- [WHAT TO WORK ON] Going through the data below, please show each line containing the string "Drive".

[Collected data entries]
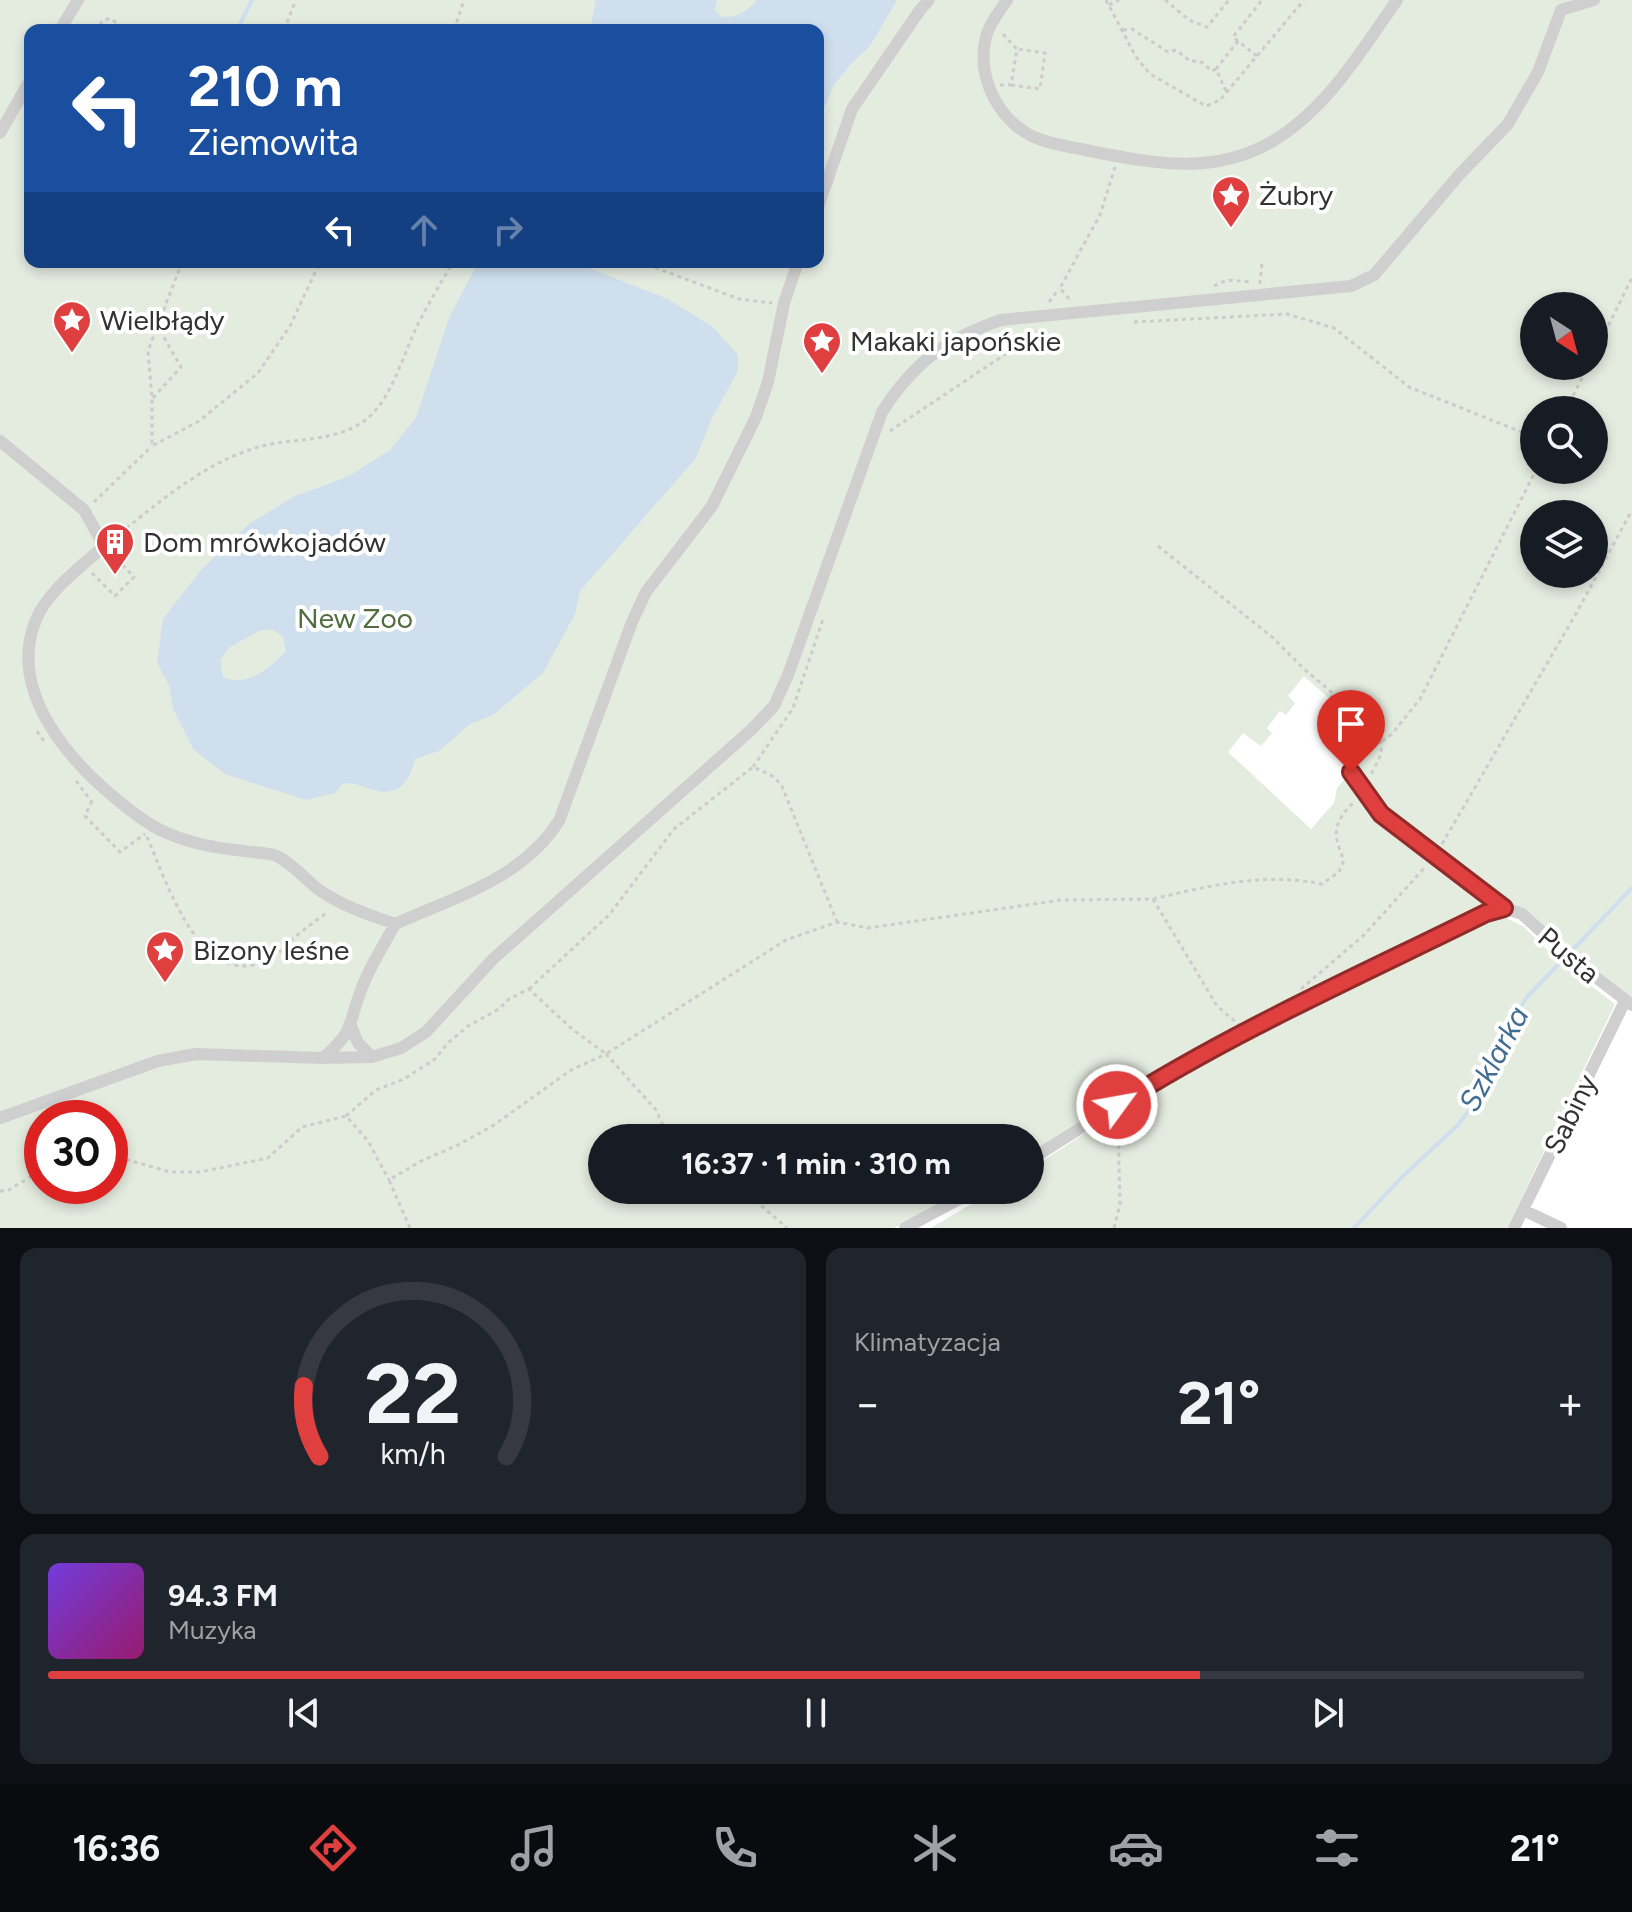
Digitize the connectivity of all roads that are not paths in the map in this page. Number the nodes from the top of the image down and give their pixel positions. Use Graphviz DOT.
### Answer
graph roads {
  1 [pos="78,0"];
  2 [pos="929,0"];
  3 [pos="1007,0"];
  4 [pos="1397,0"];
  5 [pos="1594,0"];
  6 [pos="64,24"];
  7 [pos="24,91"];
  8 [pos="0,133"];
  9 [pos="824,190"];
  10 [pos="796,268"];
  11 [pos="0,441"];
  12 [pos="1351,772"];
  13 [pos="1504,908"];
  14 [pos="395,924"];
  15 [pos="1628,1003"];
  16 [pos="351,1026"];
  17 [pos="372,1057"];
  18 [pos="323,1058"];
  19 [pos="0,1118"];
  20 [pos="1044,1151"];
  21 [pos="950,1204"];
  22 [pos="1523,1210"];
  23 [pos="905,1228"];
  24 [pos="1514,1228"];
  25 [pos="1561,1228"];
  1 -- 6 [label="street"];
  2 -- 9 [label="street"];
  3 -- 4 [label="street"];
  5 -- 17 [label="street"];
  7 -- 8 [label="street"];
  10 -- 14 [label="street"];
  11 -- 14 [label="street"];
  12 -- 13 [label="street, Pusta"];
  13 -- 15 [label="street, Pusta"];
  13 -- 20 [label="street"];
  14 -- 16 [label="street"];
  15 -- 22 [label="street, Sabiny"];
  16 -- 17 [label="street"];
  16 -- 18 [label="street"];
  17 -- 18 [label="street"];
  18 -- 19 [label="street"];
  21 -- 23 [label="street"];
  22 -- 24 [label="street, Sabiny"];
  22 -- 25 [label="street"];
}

* * *

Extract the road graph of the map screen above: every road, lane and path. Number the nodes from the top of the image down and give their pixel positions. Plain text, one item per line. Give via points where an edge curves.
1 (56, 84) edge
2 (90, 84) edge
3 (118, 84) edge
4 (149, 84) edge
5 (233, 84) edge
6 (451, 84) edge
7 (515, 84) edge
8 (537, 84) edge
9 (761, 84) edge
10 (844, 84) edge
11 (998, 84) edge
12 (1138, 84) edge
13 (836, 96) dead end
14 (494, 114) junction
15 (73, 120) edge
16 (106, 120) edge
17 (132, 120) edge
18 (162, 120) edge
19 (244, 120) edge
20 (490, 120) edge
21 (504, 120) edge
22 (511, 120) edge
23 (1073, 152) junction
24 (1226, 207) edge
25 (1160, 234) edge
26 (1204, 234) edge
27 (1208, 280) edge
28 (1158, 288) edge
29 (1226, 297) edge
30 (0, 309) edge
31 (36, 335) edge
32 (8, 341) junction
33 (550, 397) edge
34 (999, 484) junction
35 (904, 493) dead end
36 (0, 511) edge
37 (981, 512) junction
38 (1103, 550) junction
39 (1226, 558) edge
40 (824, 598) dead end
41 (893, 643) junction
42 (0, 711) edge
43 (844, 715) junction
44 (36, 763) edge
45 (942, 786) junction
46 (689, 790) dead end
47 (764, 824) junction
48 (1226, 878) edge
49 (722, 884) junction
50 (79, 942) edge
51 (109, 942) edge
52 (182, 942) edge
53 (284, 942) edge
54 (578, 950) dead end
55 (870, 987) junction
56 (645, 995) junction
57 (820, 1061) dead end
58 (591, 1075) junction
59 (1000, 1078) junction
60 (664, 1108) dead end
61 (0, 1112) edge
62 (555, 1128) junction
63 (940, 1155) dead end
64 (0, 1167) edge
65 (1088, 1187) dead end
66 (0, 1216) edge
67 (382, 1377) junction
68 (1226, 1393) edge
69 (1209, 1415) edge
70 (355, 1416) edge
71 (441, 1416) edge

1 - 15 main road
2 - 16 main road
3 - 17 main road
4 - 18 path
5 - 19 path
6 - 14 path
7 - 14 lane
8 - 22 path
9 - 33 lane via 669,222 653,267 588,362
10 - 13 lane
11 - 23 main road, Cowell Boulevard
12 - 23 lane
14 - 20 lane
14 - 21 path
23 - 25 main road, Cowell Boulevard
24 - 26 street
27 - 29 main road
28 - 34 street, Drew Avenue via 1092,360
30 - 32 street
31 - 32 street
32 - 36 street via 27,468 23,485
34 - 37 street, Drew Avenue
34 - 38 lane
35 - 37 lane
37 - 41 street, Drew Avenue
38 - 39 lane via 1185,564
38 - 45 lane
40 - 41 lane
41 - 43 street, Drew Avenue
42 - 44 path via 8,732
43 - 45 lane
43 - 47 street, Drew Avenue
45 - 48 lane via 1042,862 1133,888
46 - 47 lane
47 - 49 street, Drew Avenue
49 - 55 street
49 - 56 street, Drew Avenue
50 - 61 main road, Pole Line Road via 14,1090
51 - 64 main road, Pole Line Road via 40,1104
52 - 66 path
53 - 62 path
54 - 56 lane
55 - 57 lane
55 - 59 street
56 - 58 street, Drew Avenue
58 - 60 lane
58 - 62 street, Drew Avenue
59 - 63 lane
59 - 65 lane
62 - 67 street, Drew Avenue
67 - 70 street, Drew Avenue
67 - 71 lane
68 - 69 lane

==

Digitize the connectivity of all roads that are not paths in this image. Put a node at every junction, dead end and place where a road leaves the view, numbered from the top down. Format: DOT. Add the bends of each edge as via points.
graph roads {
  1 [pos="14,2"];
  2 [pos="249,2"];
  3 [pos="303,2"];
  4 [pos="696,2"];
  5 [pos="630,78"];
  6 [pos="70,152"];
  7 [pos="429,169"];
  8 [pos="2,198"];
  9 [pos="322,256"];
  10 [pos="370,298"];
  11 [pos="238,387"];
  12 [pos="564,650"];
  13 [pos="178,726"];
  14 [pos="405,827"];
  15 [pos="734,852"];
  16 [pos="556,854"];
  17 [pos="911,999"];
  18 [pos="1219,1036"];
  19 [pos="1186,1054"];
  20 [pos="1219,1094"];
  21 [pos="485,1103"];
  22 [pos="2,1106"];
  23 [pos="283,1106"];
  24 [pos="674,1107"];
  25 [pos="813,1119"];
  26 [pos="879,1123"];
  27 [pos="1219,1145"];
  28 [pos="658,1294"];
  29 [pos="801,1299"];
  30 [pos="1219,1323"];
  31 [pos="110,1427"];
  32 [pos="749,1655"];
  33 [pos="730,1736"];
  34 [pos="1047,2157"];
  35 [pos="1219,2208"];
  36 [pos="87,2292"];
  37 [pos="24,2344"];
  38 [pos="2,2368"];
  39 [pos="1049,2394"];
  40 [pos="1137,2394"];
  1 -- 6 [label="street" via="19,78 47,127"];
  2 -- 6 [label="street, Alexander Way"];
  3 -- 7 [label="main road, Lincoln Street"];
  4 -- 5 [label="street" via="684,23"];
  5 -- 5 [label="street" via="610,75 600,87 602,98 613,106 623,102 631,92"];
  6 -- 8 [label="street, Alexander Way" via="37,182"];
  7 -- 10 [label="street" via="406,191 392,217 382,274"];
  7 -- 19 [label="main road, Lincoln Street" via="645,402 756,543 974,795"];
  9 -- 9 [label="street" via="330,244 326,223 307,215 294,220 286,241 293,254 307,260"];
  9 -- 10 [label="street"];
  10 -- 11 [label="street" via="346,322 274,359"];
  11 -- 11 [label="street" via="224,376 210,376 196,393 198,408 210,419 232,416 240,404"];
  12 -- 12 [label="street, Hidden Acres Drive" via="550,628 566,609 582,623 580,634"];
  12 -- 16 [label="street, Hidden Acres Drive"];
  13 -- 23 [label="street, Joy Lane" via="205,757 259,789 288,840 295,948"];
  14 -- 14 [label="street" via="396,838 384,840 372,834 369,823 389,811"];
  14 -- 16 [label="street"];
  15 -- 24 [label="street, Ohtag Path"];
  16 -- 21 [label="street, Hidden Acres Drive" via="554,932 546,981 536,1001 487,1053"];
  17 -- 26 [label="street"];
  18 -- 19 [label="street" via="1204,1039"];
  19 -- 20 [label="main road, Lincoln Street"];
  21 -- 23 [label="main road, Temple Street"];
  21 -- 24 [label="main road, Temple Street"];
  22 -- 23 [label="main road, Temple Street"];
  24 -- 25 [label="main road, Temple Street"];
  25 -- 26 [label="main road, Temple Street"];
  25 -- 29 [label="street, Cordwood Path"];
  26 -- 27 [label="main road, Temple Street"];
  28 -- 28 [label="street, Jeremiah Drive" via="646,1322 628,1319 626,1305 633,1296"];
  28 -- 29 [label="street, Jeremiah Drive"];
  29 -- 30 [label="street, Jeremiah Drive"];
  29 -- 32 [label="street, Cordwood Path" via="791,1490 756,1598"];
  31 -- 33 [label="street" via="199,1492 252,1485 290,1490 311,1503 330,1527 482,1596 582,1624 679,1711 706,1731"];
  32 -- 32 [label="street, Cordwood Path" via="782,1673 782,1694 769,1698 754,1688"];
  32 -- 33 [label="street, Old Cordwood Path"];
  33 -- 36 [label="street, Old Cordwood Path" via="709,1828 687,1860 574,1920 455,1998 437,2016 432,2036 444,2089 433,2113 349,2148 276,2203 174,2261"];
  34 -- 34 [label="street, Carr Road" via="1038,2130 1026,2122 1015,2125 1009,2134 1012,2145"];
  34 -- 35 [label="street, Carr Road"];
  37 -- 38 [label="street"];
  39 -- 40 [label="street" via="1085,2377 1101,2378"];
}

- [RESPONSE]
  12 -- 12 [label="street, Hidden Acres Drive" via="550,628 566,609 582,623 580,634"];
  12 -- 16 [label="street, Hidden Acres Drive"];
  16 -- 21 [label="street, Hidden Acres Drive" via="554,932 546,981 536,1001 487,1053"];
  28 -- 28 [label="street, Jeremiah Drive" via="646,1322 628,1319 626,1305 633,1296"];
  28 -- 29 [label="street, Jeremiah Drive"];
  29 -- 30 [label="street, Jeremiah Drive"];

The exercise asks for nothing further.